I was looking for the exact same thing not to long ago and remembered last time I ordered from vapeowave they had it in stock. 

Hope this helps


----------



## Lushen (27/9/15)

Thanks &Ediskrad

I did order it from them a few months ago.


----------



## Ediskrad (27/9/15)

Awesome, I'm thinking about getting it for my Atlantis, how's the performance?


----------



## Lushen (28/9/15)

I also got it for my Atlantis, but I have never used it.
Ever since I got the Goblin mini, I only use that and my subtanks.

Will make some time next week to try it out.


----------



## Ediskrad (28/9/15)

Would be much appreciated, I've seen people on YouTube drill holes for better wicking. Thing I fear most are dryhits  Looking at getting an RTA next so the sega tank will be practice to see if I like the whole process.


----------



## Lushen (28/9/15)

My segatank RBA already has holes, like the one in the pic above. So there will be no need to drilling.

You cannot compare building on this rba to any rta.
The deck is extremely small and you will have to be quite precise with wicking. A good RTA will be much more forgiving.
If you get building wrong on this deck, you will be put off building totally. Rather just get an RTA and try building on that, or even the Subtank RBA. It has a much bigger deck to build on.

Reactions: Agree 1


----------



## Ediskrad (28/9/15)

I see. I use to have a Subtank RBA used it a few times, hated the constriction of the airflows I felt even with both airflow holes wide open. Built on it a few times, was ahyt.

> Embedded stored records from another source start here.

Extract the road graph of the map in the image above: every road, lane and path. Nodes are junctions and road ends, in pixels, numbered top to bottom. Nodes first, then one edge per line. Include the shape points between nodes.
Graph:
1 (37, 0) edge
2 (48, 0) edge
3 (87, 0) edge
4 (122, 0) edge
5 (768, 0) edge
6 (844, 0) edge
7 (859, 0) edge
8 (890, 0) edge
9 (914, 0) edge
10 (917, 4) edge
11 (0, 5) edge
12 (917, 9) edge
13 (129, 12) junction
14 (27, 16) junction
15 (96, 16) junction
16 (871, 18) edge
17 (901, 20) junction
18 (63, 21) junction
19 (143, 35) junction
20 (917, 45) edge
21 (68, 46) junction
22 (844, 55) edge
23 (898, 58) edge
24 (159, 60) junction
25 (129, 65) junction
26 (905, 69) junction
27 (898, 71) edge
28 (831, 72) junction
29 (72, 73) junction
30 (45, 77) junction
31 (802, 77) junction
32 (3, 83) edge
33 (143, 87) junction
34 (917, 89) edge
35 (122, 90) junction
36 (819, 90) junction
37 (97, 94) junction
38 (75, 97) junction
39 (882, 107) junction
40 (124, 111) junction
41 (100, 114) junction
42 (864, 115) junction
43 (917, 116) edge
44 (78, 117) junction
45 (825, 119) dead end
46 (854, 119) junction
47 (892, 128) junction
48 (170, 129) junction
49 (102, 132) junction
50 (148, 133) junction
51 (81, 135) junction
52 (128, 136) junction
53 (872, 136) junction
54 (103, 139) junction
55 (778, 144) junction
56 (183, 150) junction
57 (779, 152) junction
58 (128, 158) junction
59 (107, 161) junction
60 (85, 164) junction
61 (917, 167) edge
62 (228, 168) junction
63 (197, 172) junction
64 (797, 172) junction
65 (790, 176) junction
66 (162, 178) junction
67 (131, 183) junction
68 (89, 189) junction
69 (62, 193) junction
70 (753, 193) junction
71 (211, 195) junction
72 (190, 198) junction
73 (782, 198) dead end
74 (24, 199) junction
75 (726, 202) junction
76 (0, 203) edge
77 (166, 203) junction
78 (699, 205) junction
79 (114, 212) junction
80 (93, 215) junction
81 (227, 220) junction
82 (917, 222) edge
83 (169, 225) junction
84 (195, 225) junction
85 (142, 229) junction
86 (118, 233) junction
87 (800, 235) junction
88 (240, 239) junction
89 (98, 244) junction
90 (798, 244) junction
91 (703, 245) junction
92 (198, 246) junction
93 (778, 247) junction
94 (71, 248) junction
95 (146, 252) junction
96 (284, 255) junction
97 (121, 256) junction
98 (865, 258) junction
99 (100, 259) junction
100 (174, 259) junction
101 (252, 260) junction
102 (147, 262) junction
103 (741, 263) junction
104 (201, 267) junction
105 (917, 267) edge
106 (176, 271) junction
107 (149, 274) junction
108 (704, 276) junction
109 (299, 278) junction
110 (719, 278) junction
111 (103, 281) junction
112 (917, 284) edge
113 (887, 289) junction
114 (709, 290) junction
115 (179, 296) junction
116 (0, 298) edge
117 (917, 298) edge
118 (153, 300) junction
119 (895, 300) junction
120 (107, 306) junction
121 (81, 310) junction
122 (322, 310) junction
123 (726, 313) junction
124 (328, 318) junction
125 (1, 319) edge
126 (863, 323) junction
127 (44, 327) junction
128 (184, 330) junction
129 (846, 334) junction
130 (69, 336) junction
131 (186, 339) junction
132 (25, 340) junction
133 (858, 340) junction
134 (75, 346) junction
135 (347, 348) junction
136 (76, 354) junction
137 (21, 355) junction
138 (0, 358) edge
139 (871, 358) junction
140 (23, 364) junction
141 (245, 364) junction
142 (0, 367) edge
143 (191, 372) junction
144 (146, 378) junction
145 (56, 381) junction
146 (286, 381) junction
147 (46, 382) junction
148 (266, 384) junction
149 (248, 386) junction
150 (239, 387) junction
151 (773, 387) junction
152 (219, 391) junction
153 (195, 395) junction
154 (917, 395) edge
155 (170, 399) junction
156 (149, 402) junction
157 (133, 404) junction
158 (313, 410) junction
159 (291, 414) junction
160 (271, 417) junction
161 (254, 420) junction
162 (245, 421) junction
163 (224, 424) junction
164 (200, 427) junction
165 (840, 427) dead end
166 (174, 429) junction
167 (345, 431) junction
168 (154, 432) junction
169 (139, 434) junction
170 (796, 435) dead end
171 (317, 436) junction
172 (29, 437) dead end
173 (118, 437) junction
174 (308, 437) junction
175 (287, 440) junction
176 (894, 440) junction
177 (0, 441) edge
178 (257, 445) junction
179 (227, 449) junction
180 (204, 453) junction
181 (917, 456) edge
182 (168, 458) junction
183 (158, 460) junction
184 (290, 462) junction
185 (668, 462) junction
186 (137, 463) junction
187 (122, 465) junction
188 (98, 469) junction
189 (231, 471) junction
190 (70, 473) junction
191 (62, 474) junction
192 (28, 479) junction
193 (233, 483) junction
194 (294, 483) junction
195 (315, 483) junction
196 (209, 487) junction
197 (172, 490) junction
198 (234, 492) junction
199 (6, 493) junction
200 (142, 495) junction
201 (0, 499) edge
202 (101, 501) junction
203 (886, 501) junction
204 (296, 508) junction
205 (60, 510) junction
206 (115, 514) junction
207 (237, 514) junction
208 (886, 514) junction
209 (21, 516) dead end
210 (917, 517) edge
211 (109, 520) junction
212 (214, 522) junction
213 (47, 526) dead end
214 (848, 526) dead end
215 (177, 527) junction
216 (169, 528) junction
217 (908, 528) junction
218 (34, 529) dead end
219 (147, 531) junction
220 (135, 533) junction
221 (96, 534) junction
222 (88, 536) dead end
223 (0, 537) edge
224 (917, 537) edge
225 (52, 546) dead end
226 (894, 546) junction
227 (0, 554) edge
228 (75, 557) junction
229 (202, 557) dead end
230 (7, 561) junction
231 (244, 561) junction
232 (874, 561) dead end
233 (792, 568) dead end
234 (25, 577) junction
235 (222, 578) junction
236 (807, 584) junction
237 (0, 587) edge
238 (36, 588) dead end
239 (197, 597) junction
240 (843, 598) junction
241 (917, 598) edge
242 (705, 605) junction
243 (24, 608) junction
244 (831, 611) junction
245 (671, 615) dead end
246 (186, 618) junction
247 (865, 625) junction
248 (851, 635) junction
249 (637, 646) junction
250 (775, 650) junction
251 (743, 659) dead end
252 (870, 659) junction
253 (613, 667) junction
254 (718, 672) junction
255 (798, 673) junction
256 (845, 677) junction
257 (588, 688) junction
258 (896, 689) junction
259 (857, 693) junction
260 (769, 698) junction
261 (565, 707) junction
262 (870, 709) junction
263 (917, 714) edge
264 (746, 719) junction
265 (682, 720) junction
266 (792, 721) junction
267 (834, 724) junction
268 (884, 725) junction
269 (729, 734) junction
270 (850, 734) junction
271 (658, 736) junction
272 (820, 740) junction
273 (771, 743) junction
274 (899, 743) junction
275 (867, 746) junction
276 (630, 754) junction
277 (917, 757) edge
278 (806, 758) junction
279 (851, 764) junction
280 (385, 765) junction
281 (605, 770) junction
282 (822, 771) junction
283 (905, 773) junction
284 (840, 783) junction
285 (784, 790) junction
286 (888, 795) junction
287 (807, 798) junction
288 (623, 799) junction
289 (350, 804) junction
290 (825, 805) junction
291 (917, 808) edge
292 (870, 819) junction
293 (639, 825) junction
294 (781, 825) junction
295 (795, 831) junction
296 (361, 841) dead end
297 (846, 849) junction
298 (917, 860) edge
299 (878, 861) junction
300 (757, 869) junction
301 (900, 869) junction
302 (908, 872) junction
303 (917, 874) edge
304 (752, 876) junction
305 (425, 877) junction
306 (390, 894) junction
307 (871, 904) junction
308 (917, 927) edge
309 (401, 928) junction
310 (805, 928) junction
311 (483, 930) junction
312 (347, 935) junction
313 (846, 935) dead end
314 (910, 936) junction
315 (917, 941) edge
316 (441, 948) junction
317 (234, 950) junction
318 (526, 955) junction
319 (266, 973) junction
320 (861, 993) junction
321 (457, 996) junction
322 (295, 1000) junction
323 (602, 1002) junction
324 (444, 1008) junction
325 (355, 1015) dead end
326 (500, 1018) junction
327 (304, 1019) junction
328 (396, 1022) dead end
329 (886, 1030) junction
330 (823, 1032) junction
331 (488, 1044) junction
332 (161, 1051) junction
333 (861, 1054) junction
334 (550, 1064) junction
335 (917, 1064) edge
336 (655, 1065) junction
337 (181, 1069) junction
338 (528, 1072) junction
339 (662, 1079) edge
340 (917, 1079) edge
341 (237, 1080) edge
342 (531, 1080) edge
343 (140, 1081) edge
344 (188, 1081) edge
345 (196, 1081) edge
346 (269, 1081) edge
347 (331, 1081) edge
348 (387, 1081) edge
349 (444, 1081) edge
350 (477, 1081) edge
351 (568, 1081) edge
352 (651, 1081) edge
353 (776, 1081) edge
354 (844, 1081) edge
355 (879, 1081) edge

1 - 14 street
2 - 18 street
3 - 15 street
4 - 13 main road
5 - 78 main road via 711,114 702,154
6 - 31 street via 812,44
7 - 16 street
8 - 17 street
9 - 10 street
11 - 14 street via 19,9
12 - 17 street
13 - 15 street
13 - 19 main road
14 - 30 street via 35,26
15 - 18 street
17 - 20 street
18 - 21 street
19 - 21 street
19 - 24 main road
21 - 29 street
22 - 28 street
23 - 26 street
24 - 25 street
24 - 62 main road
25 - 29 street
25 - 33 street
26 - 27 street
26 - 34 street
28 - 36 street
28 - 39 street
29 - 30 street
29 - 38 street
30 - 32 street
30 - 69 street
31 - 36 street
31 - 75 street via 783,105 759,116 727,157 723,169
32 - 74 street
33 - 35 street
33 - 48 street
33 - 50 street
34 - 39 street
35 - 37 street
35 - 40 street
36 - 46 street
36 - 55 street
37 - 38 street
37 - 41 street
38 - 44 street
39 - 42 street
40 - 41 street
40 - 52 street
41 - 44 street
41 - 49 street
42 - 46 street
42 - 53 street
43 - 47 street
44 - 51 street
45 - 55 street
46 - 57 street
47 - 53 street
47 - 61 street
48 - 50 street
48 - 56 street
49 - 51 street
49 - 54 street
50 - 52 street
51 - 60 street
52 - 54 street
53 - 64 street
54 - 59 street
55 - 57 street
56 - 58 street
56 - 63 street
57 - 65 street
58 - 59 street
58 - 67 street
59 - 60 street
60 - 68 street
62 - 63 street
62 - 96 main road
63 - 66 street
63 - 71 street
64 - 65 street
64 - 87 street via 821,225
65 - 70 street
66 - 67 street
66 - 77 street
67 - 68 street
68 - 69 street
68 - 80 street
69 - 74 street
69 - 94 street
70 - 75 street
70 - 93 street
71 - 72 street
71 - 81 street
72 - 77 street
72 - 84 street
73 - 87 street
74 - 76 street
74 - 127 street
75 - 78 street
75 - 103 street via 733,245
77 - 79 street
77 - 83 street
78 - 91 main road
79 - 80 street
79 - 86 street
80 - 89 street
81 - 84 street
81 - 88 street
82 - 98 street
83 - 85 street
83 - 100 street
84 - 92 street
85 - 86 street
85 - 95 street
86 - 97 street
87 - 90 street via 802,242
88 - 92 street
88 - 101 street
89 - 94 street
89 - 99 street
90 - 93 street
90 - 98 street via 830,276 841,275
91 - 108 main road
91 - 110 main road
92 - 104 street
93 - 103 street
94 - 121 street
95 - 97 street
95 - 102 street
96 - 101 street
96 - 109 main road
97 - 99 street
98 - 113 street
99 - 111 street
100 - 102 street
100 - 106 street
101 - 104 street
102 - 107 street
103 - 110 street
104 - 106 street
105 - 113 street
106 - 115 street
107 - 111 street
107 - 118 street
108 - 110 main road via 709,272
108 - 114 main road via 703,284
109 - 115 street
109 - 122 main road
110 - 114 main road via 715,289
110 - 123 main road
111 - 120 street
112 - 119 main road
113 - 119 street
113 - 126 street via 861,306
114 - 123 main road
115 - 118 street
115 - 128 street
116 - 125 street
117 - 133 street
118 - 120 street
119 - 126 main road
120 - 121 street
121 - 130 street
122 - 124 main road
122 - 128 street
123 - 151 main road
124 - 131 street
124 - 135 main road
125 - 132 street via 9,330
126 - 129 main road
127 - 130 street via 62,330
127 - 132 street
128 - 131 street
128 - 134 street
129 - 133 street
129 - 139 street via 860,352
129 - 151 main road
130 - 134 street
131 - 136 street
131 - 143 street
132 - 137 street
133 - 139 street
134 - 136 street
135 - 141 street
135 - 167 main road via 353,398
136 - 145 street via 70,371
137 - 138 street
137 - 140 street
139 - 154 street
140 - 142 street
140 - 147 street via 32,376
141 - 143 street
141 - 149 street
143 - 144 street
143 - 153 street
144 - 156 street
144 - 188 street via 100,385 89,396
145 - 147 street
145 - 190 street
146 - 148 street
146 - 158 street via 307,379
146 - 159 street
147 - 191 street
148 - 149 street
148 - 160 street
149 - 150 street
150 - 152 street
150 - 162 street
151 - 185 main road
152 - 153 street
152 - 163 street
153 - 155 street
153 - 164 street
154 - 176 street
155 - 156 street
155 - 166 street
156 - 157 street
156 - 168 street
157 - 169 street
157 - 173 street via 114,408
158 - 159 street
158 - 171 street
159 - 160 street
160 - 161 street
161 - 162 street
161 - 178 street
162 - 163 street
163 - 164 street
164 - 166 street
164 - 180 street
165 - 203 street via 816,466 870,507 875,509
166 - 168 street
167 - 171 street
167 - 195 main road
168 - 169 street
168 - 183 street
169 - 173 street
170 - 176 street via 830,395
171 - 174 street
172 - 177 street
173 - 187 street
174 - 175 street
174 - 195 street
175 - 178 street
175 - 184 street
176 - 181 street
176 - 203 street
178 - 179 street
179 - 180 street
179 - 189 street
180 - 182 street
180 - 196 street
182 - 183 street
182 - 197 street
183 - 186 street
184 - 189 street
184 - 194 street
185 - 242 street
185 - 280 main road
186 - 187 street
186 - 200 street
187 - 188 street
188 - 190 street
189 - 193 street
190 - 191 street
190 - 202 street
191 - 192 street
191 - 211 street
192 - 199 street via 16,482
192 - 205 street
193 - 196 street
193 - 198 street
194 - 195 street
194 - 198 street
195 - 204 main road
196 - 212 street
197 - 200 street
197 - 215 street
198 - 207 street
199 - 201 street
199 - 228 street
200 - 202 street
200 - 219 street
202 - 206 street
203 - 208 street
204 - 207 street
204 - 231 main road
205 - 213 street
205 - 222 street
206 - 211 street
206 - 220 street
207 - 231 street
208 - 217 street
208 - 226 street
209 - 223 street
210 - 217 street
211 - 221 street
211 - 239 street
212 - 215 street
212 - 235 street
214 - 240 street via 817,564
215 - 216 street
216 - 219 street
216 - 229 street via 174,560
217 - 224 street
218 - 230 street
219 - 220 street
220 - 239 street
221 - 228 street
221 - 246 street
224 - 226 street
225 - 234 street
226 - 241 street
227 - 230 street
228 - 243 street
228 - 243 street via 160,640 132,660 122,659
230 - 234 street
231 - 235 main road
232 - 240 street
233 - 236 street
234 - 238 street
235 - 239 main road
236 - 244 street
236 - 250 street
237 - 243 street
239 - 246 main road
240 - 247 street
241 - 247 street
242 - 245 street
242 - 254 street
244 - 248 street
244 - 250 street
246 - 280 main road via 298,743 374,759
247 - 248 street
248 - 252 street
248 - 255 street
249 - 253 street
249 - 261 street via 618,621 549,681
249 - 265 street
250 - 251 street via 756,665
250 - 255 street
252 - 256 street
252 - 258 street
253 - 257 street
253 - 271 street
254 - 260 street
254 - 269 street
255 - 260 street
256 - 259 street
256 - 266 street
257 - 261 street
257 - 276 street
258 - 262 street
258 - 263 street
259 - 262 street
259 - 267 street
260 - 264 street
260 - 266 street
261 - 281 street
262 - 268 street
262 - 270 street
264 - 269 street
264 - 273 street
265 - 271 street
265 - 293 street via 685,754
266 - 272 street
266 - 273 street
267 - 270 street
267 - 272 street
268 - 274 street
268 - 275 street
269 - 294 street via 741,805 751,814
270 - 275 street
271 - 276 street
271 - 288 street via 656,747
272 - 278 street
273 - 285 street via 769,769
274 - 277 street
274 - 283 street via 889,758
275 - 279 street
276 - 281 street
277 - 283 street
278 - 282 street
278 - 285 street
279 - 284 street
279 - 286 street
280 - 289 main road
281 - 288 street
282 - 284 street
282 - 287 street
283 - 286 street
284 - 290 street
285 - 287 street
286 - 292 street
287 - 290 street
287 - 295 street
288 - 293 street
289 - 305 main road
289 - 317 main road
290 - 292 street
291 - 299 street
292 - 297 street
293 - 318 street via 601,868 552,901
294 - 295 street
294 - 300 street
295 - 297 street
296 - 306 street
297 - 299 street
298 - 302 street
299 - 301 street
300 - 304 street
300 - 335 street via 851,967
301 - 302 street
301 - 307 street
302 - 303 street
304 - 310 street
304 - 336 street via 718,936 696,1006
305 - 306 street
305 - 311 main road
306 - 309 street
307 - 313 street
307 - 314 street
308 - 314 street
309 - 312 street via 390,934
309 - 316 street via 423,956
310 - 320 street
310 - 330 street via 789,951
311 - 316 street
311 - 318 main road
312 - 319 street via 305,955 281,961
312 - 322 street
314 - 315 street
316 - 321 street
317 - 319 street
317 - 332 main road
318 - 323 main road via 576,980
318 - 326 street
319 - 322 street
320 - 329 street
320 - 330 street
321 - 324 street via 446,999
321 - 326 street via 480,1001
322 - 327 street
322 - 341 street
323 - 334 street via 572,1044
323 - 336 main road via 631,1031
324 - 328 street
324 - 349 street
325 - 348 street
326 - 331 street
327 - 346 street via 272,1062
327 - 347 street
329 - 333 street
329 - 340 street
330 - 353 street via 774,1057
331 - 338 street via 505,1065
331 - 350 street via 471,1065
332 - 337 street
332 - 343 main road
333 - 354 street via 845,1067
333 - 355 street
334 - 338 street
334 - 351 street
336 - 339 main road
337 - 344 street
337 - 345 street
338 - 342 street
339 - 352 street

I see, looked at a lot of reviews for the billow v2. Looks decent, but yeah let me know once it's done. Thanks a lot bro


----------



## MorneW (29/9/15)

I use them in my Atlantis V1 and V2. Better flavour most definitely. Airflow more restricted than stock 0.5 coils and not much space. Wicking not difficult at all.

Reactions: Thanks 1


----------